**Assignment**
What lines of the data below hold the string "highway"? Copy each one.

**Data supplied**
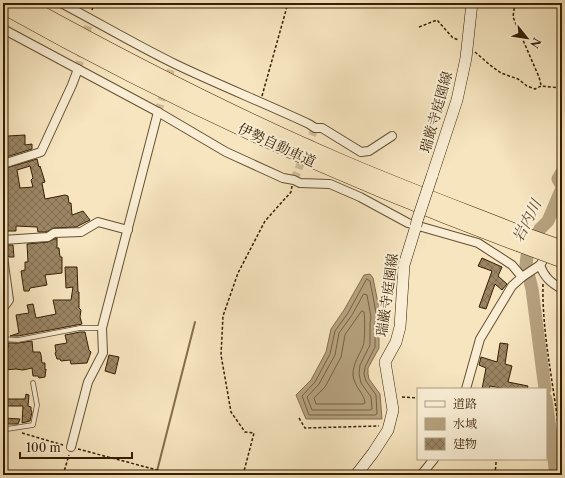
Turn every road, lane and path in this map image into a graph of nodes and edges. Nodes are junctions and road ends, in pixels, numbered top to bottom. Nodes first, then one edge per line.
1 (22, 3) edge
2 (61, 3) edge
3 (288, 3) edge
4 (472, 3) edge
5 (515, 3) edge
6 (3, 6) edge
7 (419, 27) dead end
8 (3, 29) edge
9 (468, 43) junction
10 (78, 68) junction
11 (562, 83) edge
12 (541, 86) junction
13 (559, 87) junction
14 (562, 88) edge
15 (261, 101) junction
16 (158, 112) junction
17 (392, 136) dead end
18 (3, 164) edge
19 (294, 180) junction
20 (416, 226) junction
21 (128, 230) junction
22 (520, 239) junction
23 (3, 240) edge
24 (562, 247) edge
25 (3, 257) edge
26 (562, 260) edge
27 (540, 265) junction
28 (543, 274) junction
29 (522, 277) junction
30 (562, 289) edge
31 (3, 308) edge
32 (102, 328) junction
33 (3, 339) edge
34 (33, 383) dead end
35 (466, 388) edge
36 (402, 397) dead end
37 (417, 398) edge
38 (299, 418) dead end
39 (5, 428) edge
40 (388, 430) junction
41 (71, 447) junction
42 (433, 460) edge
43 (496, 460) edge
44 (562, 474) edge
45 (63, 475) edge
46 (176, 475) edge
47 (243, 475) edge
48 (356, 475) edge
49 (421, 475) edge
50 (495, 475) edge

1 - 22 highway, 伊勢自動車道
2 - 15 street
3 - 15 path
4 - 9 main road, 瑞厳寺庭園線
5 - 12 path
6 - 22 highway, 伊勢自動車道
7 - 9 path
8 - 10 street
9 - 12 path
9 - 20 main road, 瑞厳寺庭園線, bridge
10 - 16 street
10 - 18 street
11 - 13 path
12 - 13 path
13 - 14 path
15 - 17 street
16 - 19 street
16 - 21 street
19 - 20 street
19 - 47 path
20 - 29 street
20 - 40 main road, 瑞巌寺庭園線
21 - 23 street
21 - 32 street
22 - 24 highway, 伊勢自動車道, bridge
22 - 26 highway, 伊勢自動車道, bridge
24 - 27 street
25 - 31 street
27 - 28 street
27 - 29 street
28 - 30 street
28 - 44 path
29 - 35 street
32 - 33 lane
32 - 41 street
34 - 39 lane
36 - 37 path
38 - 40 path
39 - 41 path
40 - 48 main road, 瑞巌寺庭園線
41 - 45 path
41 - 46 path
42 - 49 street
43 - 50 path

**Answer space**
1 - 22 highway, 伊勢自動車道
6 - 22 highway, 伊勢自動車道
22 - 24 highway, 伊勢自動車道, bridge
22 - 26 highway, 伊勢自動車道, bridge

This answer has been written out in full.